Love beyond blood: One-child policy brings junior from China as an infant

April 2, 2014 — by Michelle Leung
abby foss

The Foss family

She was found on the steps of a factory in China one morning, almost 17 years ago, one of 23 million abandoned or killed baby girl victims of China’s one-child policy. 

She was found on the steps of a factory in China one morning, almost 17 years ago, one of 23 million abandoned or killed baby girl victims of China’s one-child policy. 
Her name became Abby when the Foss family adopted her and brought her to America. The girl who was found on the steps is now a vibrant junior at Saratoga High School. 
Here, among the children of immigrants, she is a living reminder of one of China’s most notorious policies. Meant to slow population growth, the one-child policy also resulted in forced abortions, hefty fines and abandoned baby girls — Nicholas Kristof of the New York Times even called it “gendercide.” 

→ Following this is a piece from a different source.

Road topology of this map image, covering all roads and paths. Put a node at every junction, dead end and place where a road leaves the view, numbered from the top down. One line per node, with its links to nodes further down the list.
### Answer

Abby was one of the more fortunate victims; the unfortunate ones were killed by their own parents or aborted as fetuses. 

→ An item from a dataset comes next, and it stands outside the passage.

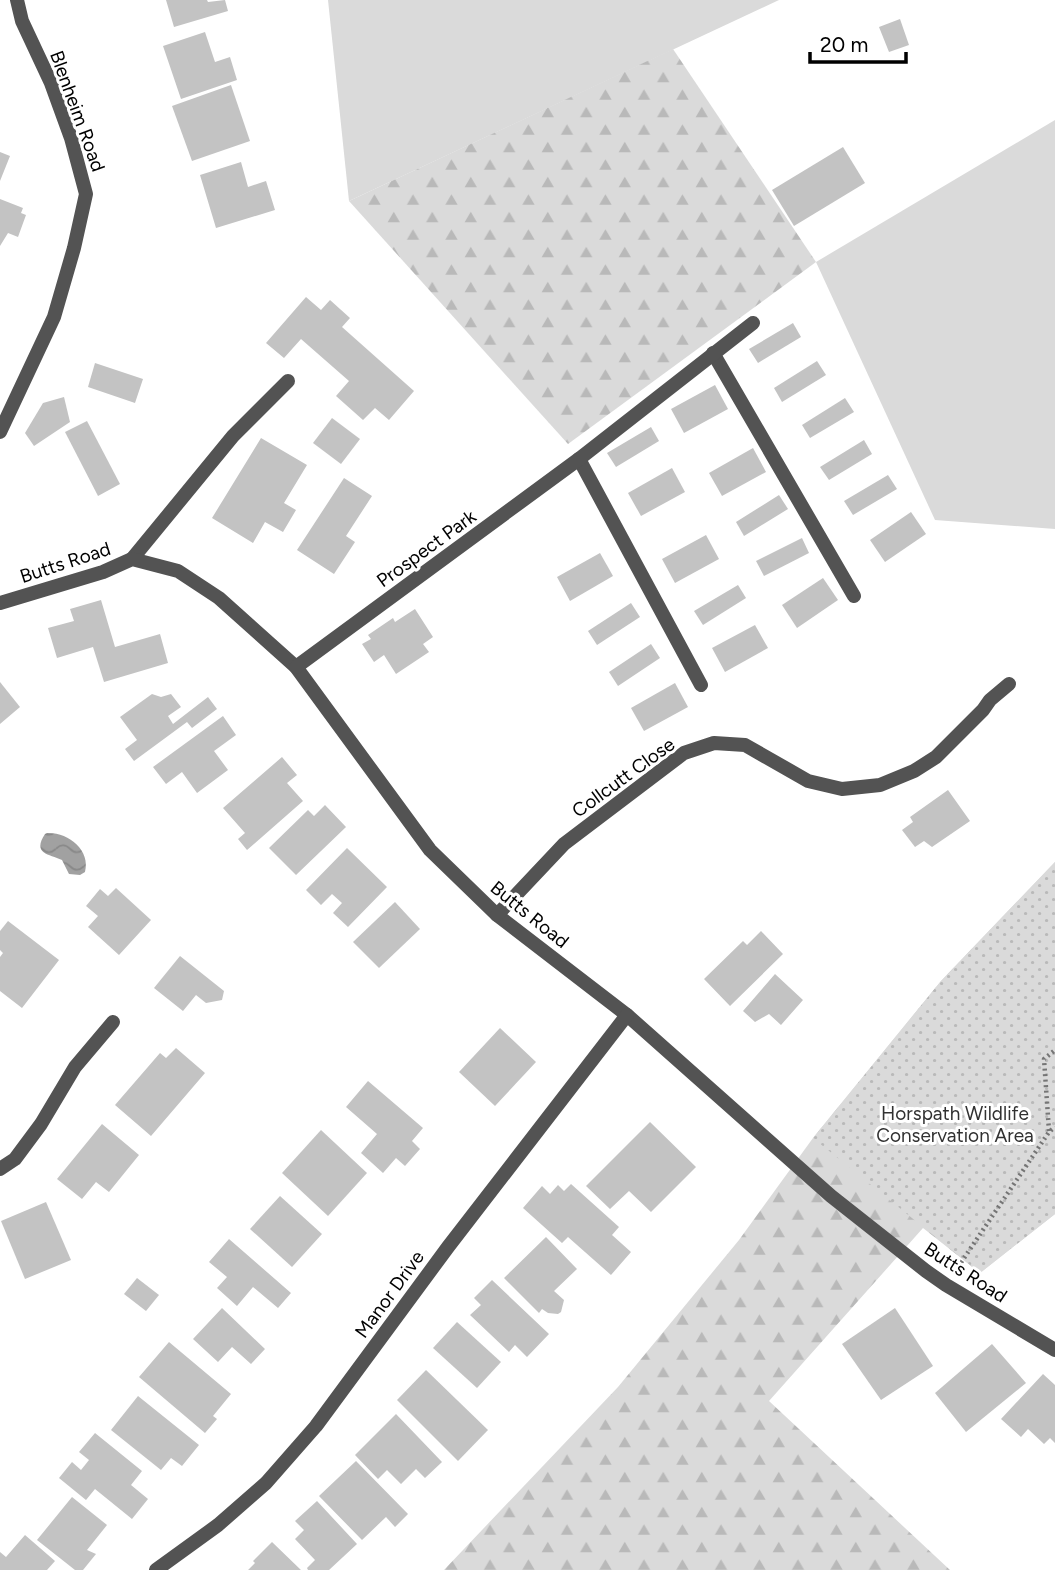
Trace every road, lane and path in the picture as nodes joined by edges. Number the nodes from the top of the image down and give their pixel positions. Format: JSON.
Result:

“I understand the need to try and control the population,” said Cathy Foss, Abby’s adopted mom. “The issue at hand is that China's culture puts a great emphasis on having a son.”
Mrs. Foss is English, French and German, with brown hair and green eyes. She's confident and cheerful and likes to socialize. She said Abby is one of the best things to ever happen to the Foss family.

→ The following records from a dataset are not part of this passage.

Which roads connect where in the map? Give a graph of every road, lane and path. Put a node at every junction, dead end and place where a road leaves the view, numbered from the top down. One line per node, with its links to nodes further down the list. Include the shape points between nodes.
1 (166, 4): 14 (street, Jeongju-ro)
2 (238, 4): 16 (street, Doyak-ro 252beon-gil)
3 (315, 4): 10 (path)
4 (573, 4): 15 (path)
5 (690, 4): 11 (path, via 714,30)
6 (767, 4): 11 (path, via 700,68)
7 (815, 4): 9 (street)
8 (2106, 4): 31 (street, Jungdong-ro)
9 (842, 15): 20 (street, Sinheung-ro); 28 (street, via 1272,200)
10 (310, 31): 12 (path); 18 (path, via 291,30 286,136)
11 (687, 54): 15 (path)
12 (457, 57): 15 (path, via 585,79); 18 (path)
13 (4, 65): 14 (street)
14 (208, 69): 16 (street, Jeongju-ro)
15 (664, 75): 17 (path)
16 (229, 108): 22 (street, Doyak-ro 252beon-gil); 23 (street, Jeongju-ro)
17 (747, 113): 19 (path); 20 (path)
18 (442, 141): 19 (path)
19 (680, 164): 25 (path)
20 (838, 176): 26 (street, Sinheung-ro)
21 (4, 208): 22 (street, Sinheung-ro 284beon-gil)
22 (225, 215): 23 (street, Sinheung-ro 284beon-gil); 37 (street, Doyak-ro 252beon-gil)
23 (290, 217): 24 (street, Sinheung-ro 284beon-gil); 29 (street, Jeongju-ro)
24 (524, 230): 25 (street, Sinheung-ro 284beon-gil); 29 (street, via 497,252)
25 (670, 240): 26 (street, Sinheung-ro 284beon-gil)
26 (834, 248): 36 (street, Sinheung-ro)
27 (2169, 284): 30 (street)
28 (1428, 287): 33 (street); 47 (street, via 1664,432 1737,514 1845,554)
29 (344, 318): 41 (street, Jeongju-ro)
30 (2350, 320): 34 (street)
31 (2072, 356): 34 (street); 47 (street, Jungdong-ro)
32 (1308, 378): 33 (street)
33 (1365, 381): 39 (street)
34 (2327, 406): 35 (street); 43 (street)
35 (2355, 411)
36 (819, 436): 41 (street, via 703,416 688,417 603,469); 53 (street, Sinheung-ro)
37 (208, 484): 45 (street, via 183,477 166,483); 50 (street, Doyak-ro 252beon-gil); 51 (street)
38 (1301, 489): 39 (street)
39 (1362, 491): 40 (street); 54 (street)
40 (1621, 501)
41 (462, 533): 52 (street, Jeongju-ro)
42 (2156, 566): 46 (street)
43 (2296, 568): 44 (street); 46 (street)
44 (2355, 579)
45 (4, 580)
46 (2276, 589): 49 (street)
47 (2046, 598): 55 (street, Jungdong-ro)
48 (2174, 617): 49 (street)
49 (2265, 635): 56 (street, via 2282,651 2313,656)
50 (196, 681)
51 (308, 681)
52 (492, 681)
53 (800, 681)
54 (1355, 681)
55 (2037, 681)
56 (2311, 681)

“[Abby is] awesome, strong, resilient, beautiful, loving, happy, the best daughter I could ever ask for,” Mrs. Foss said.
Mrs. Foss decided to adopt one evening, flipping through a magazine. It wasn’t a simple decision. She had been going through “intrusive, exhausting and mentally taxing” infertility treatments. After hours of research and counsel with adoption agencies, she and her husband dropped out of infertility treatments and decided to adopt a girl from China. 
“Infertility treatments were time consuming, physically painful, stressful and, of course, not guaranteed,” Mrs. Foss said. “When the option of adopting a daughter from China became a very real possibility, it was a relief to change focus [onto] something more concrete and positive.” 
In adopting Abby, the Foss family went through a strenuous 9-month process. They had to submit references, write essays and fill out paperwork. They also had to check carefully for corruption in the agencies they used. The Fosses, along with 14 other couples, travelled to China with gifts for officials in order to work out the adoption. 
“Abby was left at the steps of a factory in town in the wee hours one morning at the age of about nine days old,” Mrs. Foss said. “This tells us that it was a very difficult decision for her biological parents. I can't imagine making that decision, but they did what they thought was best for them.”
Mrs. Foss concluded that Abby’s biological parents had been reluctant to give her up because they took so long to give her up — most girls are found at one or two days old — and because they left her in a public spot, knowing that she would be in safe hands soon. 
Abby, of course, has memories of only the Foss family, which consists of her adopted mom, dad and older brother. And although she has always known she was adopted, she feels complete in her family. 
“My parents are just that — my parents, Mom and Dad,” Abby said. “They've been my parents since I was one, so there really isn't any difference between my relationship with my own parents and ‘regular families.’ We only look different and don't share the same genetics.”
Abby doesn’t care much for her origins and feels no obligation to learn more about either her biological parents or her ethnicity. Finding a person in China is like “finding a needle in a haystack,”  she said. And, she said, she fears consequences to her biological parents because it’s illegal to abandon a child. 
Abby also does not identify herself as Asian. Although her parents offered her the chance to immerse herself into her ethnicity, Abby chose neither to learn the language nor to go the weekend Chinese schools. 
“I really can't consider myself Asian,” Abby said. “I'm not having an identity crisis in believing I'm white. I know what I look like, but my whole family is white and I was brought up [in white culture].”
The contrast between Abby’s appearance and her family’s appearance has caused no end of confusion among her friends. According to Abby, reactions generally follow the same pattern.
“The usual response is something along the lines of ‘Really? What's [being adopted] like?’” Abby said. “Most think it's interesting or something like that, but I've definitely been called a liar before. Not just a ‘You're serious?’ type of reaction, but flat out ‘Stop lying, what's the truth?’” 
Abby likes to have fun with reactions to her adoption. She occasionally throws out vague information such as “My parents are white,” while simultaneously combing through her black hair.
“I mean just saying ‘I'm adopted’ all the time gets old fast;  [it’s] really boring,” Abby said.
It wasn’t until 2013 that the Chinese government finally changed policies so that couples in which one parent had no siblings could have a second child of their own. Abby believes that this policy may help prevent many cases of abandonment and infanticides. But at the same time, she is satisfied with where her life has brought her. 
“When I was younger, I didn’t know all the facts, so there was a lot more open room for stuff to dream about,” Abby said. “I don’t really care anymore. I just want to go on with my life. I don't remember a thing about China, and living here in Saratoga is pretty dang fortunate.”